Franziska Zirker (University of Marburg)
Long abstract:
The term “epidemic situation” has two meanings: First, as in the phrase “do we have a situation?”, it denotes the presence of an emergency, in this case an infectious threat to public health. In this meaning the whole duration of the health emergency surrounding Covid-19 is “a situation”. At the same time, the term also denotes a more punctualized representation of the occurrence of infectious disease or the spread of a pathogen within a certain space at a given time, that is, yesterday’s situation may not be today’s. While the first meaning broadly activates emergency governance technologies and their associated knowledge practices, the second meaning works towards enacting the present situation as an epistemic object within those practices.

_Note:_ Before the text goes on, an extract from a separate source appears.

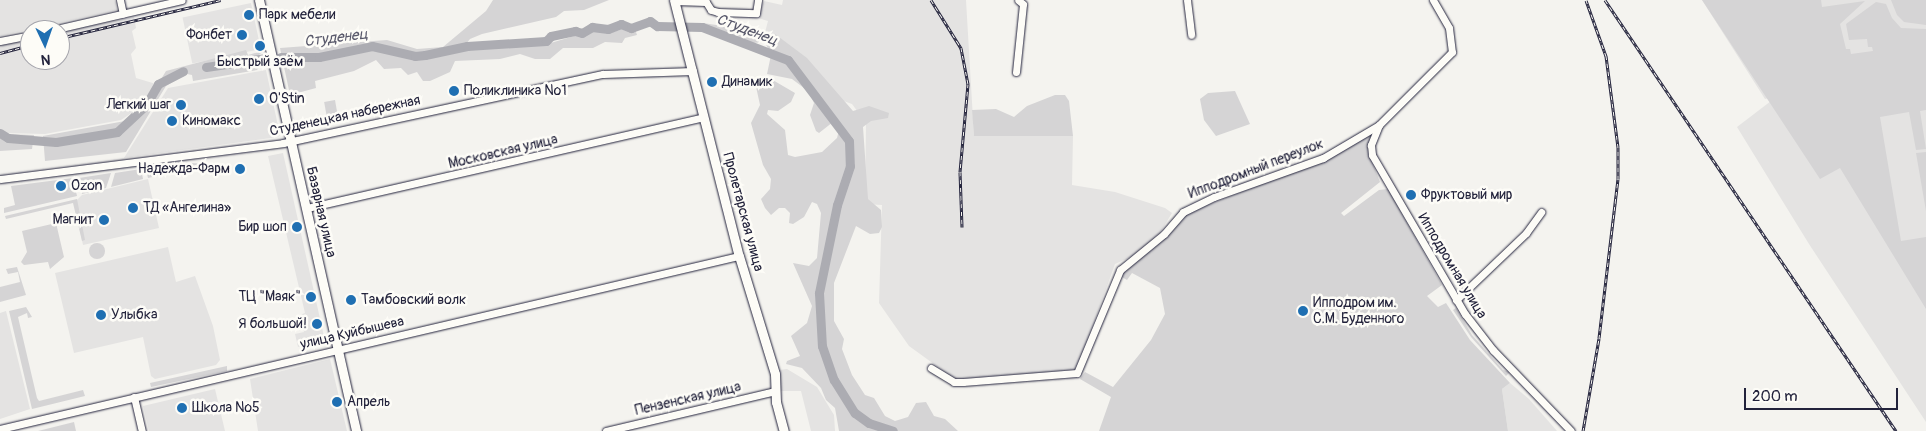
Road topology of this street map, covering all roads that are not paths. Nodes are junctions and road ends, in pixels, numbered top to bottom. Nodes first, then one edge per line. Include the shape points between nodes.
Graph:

Within this project of capturing, assessing, and representing the given epidemic situation the notion of “real time” data takes center stage. Drawing on interviews with public health officials and epidemic intelligence experts, in this paper I examine what constitutes “real time” situational data in a public health emergency. Adapting Luhmann’s (1976) notion of “present pasts” and “present futures”, I argue that the epidemic situation enacts a present present, that is a contingent actualization of the present that opens it up as a space of intervention. Furthermore, I argue that “real time” is not simply an unreachable ideal forever in conflict with the temporal realities of disease and data management but a reflection on the extensibility of the present, that is, how long the representation remains “present enough”.